Dikabar-kabarkan, bahwa masyarakat Wargomulyo, khususnya pemimpin-pemimpin awalnya, menyukai agama. Saya katakan, menyukai agama. Seringkas menyukai. Hal itu juga tercermin dari keumumanan manusia nusantara, yang sejak awal ‘rakyat’ biasa memang menjalankan rutinitas ‘keagamaan’: seperti halnya hindu, budha atau pun islam. Kalian bisa membaca pada tabel-tabel sejarah manusia nusantara: lho kok bisa sampai menuju manusia nusantara? Jawabku, lha embah kita itu dari Jawa. Dan Jawa itu ditahun 1926 Masehi, atau ditahun 1900 Masehi itu sudah ramai pertikaian. Pertikaian dengan penjajah. Yang dimaksud penjajah ialah penjajah dari negeri asing, yakni eropa: eropa pada waktu itu, besar-besaran mengelilingi dunia, ‘menguasai’ dunia dengan pola perpasarannya, pola perdagangannya. Tujuan dari perdagangan ialah kekayaan, dan tujuan dari kekayaan ialah kesenangan bertahan di dunia. Lebih-lebih, di tahun 1900 Masehi, masih gencar-gencarnya filsafat materialisme (paham yang mementingkan nilai materi) yang dipelopori oleh Karl Mark, yang kemudian dikenal dengan Kapitalisme. Yakni upaya kaum buruh untuk memperjuangkan hak-hak sosialnya (hal ini tentu saja, potret keadaan eropa di waktu itu. yang gerak jalannya, di abad pertengahan: orang-orang eropa dicengkram oleh agama nasrani, kekuasaan dipatok pada agama. Sehingga orang eropa, mengalami masa ‘kegelapan pengetahuan’, dan hingga pada akhirnya, agam islam sampai di eropa: dan berjalannya waktu, orang-orang eropa kembali bangkit. Bersamaan dengan kebangkitan ‘pengetahuan’, manusia eropa semakin menjulang dengan pengetahuannya. Bersamaan dengan itu, keadaan sosial manusia semakin ‘tidak terkendali’.), hak-hak sosial yang itu mempertahankan ‘kehidupan’ yang fakta ini, kehidupan di dunia ini: yang tidak lain, demi terciptanya bahagia-dunia; yang diutamakan ialah bahagia-dunia, caranya: ya bagaimana bertahan di dunia. Malah bahkan, pemikiran ini, paham ini, sampai-sampai mengklaim: agama sebagai candu masyarakat (untuk lebih detail dan jelasnya: baca saja tentang karl mark. Buka-buka, searching, tentang Karl Mark; tentu saja Presiden Soekarno juga membaca itu, sebab gurunya, Corkroaminoto juga membaca itu. sebab, pada waktu itu, pemikiran Karl Mark, yang populer di dunia). 
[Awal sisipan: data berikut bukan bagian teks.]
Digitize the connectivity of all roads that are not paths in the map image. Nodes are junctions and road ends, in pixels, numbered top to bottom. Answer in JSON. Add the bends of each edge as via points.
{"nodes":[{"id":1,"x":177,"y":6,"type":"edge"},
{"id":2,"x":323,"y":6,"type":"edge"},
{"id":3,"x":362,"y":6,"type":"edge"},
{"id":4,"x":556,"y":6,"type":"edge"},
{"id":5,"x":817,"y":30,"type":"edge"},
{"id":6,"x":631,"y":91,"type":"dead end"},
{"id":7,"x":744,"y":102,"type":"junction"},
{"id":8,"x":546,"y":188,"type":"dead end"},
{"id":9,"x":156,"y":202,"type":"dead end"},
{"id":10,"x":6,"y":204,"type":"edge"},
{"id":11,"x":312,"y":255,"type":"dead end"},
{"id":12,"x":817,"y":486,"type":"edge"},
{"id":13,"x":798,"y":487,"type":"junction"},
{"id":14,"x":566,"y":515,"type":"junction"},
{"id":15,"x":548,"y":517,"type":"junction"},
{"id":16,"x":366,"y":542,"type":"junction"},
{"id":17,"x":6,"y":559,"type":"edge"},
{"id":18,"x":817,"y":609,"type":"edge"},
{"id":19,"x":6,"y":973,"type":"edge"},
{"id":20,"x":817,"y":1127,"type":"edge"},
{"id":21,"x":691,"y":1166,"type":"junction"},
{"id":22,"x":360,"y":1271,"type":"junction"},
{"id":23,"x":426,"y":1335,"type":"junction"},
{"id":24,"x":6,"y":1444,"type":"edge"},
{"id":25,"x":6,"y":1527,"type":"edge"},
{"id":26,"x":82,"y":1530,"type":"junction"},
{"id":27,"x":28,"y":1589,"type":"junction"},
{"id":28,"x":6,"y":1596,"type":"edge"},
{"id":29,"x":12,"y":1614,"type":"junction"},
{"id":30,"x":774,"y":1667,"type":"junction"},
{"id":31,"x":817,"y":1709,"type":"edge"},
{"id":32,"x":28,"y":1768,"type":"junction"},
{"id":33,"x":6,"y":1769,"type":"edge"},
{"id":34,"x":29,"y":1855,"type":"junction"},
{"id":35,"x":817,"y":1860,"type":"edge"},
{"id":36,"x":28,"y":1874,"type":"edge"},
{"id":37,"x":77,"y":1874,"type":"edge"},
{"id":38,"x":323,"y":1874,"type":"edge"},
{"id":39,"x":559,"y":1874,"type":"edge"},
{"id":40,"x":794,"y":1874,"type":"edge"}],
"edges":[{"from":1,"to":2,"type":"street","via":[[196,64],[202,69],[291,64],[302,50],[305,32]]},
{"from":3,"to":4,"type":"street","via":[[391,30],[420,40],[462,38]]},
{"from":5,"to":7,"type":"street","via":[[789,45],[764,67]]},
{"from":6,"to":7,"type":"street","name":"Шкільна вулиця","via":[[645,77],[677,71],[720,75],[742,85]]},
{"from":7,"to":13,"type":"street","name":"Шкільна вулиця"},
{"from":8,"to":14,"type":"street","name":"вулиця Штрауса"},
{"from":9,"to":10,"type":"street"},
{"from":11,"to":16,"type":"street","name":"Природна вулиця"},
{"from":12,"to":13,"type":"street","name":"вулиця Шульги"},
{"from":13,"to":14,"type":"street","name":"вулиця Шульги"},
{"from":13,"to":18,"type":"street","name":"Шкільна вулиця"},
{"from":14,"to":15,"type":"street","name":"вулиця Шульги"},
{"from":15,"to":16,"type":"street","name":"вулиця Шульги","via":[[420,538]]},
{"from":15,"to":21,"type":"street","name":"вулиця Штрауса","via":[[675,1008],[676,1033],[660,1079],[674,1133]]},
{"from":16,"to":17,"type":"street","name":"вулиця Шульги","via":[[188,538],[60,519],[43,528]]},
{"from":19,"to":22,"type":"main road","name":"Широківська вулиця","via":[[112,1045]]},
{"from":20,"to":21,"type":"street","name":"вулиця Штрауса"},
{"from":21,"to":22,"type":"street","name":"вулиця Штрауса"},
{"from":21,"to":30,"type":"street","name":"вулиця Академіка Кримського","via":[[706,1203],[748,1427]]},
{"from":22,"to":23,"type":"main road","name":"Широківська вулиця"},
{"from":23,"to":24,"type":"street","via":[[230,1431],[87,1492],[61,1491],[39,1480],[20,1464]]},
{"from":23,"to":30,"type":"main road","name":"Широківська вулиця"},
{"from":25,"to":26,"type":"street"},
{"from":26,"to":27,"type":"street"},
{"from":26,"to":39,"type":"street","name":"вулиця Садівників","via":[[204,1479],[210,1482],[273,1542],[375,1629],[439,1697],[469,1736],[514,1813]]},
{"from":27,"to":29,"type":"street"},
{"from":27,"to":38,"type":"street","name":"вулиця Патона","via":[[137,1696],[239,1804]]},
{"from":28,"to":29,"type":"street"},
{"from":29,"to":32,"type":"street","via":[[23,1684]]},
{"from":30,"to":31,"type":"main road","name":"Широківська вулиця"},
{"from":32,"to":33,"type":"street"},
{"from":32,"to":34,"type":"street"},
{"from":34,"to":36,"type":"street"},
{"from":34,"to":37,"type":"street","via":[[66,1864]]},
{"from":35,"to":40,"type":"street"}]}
Sementara itu pada umumnya, manusia nusantara, terkhusus di Jawa, sudah terkuasai oleh kerajaan keislaman. Tentu saja, ajaran-ajaran yang ditanamkan tentang keagamaan dan sarat nilai-nilai agama: lebih-lebih, dahulu kala nusantara berdarah-darah tentang agama hindu-budha, sebagaimana sering kita ketahui, apa reaksi dari hindu-budha secara fakta? Yakni mementingkan tentang Nirwana, adanya Surga dan Akhirat juga. Ingatlah film-film yang berkaitan dengan film-film yang beralaskan agama hindu budha: seperti Angling Darma, Tutur Tinular, Saur Sepuh, atau bahkan film-film India klasik: lihatlah bagaimana potret manusia yang di dalam hati dan pemikirannya disertai agama hindu-budha.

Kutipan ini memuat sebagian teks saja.